[AIM OF THE TASK] Show all lines below holding the string "view".

[DATA PROVIDED]

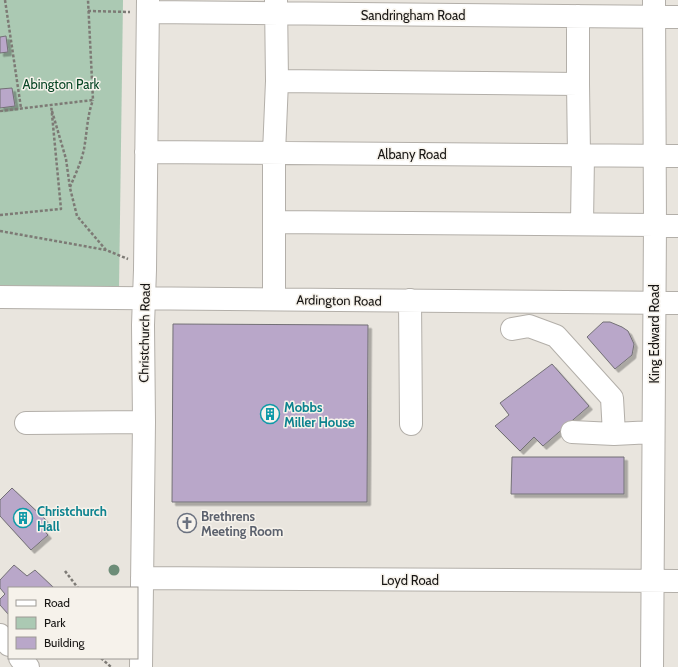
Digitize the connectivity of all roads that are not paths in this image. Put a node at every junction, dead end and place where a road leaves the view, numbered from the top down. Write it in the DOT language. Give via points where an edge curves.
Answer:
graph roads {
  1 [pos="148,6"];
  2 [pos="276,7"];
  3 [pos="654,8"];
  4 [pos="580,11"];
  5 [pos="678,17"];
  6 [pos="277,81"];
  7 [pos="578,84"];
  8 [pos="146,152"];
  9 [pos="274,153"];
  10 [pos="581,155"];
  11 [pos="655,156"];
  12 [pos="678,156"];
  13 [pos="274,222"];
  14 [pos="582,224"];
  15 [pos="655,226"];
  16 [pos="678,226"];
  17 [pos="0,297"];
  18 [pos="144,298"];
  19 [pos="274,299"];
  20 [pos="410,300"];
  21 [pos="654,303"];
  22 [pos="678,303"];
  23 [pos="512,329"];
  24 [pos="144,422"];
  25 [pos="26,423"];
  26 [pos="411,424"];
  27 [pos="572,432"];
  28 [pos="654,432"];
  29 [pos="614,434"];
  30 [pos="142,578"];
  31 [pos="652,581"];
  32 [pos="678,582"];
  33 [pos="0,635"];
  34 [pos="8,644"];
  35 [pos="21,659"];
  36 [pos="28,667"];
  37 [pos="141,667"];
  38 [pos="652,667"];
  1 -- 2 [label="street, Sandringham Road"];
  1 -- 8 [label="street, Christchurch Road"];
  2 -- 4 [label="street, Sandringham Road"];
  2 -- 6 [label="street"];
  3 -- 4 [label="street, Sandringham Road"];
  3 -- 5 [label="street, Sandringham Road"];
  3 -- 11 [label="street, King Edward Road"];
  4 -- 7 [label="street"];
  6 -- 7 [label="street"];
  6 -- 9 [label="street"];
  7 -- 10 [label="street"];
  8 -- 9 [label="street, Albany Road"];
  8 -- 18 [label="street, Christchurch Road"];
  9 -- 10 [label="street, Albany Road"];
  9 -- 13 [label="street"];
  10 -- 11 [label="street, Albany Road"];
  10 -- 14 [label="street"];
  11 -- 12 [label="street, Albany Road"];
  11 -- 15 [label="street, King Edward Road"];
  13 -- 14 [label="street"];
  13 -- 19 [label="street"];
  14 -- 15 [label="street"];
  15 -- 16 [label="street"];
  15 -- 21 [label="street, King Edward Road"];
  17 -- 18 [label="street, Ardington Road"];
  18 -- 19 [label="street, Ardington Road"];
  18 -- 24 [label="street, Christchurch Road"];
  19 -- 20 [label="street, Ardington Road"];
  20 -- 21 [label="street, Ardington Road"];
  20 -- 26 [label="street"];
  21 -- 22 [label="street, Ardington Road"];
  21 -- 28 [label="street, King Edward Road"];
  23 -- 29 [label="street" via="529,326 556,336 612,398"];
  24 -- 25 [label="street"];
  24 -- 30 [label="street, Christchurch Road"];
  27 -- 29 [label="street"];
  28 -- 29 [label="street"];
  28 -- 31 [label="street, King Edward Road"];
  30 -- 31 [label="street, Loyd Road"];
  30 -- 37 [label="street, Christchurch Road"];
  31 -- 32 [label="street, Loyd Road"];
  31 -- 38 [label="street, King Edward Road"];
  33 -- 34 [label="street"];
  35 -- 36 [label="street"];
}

---

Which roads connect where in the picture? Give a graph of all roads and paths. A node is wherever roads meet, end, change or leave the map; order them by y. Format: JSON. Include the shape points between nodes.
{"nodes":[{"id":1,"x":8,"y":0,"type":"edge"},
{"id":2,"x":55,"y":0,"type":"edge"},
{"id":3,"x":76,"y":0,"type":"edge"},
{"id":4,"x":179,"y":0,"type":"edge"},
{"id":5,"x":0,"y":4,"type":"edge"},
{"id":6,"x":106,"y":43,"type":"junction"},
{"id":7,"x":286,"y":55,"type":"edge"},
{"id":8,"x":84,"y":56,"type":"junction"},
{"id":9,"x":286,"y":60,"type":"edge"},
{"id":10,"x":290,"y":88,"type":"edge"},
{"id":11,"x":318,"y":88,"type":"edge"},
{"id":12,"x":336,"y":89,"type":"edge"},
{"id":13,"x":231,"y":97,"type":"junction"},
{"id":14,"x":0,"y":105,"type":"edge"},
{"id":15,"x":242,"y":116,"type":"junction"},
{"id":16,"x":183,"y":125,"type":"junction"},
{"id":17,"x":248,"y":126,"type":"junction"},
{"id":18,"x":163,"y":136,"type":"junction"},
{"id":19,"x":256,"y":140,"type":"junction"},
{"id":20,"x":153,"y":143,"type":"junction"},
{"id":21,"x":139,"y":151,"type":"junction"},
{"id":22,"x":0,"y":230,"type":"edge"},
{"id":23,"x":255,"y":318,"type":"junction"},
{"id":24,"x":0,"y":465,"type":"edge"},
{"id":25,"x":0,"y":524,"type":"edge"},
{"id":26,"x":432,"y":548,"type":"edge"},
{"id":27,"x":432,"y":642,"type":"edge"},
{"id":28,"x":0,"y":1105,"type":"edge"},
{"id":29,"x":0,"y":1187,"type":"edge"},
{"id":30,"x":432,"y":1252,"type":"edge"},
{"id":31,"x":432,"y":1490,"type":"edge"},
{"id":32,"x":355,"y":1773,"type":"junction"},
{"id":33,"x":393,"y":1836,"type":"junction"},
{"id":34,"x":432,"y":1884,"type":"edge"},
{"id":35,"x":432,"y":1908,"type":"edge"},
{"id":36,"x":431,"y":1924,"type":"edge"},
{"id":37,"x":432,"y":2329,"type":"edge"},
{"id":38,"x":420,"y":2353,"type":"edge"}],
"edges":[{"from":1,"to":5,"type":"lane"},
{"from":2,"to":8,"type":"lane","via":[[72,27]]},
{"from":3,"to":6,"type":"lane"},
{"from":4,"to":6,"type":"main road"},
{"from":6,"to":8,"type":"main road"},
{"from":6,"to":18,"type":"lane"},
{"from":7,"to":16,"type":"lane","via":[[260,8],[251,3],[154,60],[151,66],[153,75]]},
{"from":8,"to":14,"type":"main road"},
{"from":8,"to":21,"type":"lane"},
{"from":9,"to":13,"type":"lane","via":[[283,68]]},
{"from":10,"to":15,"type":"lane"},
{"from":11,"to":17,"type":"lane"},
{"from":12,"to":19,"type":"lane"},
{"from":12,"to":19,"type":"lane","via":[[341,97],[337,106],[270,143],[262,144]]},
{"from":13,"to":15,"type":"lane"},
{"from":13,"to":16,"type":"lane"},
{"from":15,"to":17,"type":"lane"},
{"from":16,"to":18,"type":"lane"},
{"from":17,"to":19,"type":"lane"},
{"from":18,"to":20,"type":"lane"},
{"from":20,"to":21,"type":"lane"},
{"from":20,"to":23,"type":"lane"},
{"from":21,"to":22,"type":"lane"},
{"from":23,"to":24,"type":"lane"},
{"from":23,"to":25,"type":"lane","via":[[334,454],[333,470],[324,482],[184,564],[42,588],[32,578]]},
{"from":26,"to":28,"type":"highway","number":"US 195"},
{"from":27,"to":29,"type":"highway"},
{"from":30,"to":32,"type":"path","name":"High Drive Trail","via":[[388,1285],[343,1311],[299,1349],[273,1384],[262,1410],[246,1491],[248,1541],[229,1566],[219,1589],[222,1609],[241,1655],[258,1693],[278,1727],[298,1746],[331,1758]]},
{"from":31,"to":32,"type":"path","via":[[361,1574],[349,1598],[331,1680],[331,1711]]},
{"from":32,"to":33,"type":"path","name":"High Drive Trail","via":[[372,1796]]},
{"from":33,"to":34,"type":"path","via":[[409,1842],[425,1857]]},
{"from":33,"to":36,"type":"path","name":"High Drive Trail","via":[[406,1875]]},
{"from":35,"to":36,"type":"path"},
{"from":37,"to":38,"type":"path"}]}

--

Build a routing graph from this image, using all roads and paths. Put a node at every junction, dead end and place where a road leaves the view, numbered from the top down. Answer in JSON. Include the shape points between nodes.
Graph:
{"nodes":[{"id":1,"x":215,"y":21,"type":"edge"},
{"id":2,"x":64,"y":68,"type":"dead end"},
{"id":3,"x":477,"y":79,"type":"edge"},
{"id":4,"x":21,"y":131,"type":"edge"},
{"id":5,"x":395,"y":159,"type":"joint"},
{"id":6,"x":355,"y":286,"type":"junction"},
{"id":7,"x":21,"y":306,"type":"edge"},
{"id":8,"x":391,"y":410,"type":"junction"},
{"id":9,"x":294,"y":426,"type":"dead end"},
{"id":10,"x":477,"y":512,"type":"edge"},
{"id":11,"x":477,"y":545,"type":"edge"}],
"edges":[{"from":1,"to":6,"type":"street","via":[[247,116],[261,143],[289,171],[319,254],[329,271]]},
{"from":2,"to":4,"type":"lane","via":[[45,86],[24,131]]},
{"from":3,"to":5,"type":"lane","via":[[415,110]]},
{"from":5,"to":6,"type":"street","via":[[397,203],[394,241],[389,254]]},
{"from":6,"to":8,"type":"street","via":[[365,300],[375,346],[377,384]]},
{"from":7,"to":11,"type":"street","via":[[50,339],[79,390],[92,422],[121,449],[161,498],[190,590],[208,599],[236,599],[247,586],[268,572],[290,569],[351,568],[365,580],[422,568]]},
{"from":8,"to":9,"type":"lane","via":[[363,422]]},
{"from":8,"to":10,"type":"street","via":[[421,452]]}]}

[EXERCISE RESPONSE]
Digitize the connectivity of all roads that are not paths in this image. Put a node at every junction, dead end and place where a road leaves the view, numbered from the top down. Write it in the DOT language. Give via points where an edge curves.
Build a routing graph from this image, using all roads and paths. Put a node at every junction, dead end and place where a road leaves the view, numbered from the top down. Answer in JSON. Include the shape points between nodes.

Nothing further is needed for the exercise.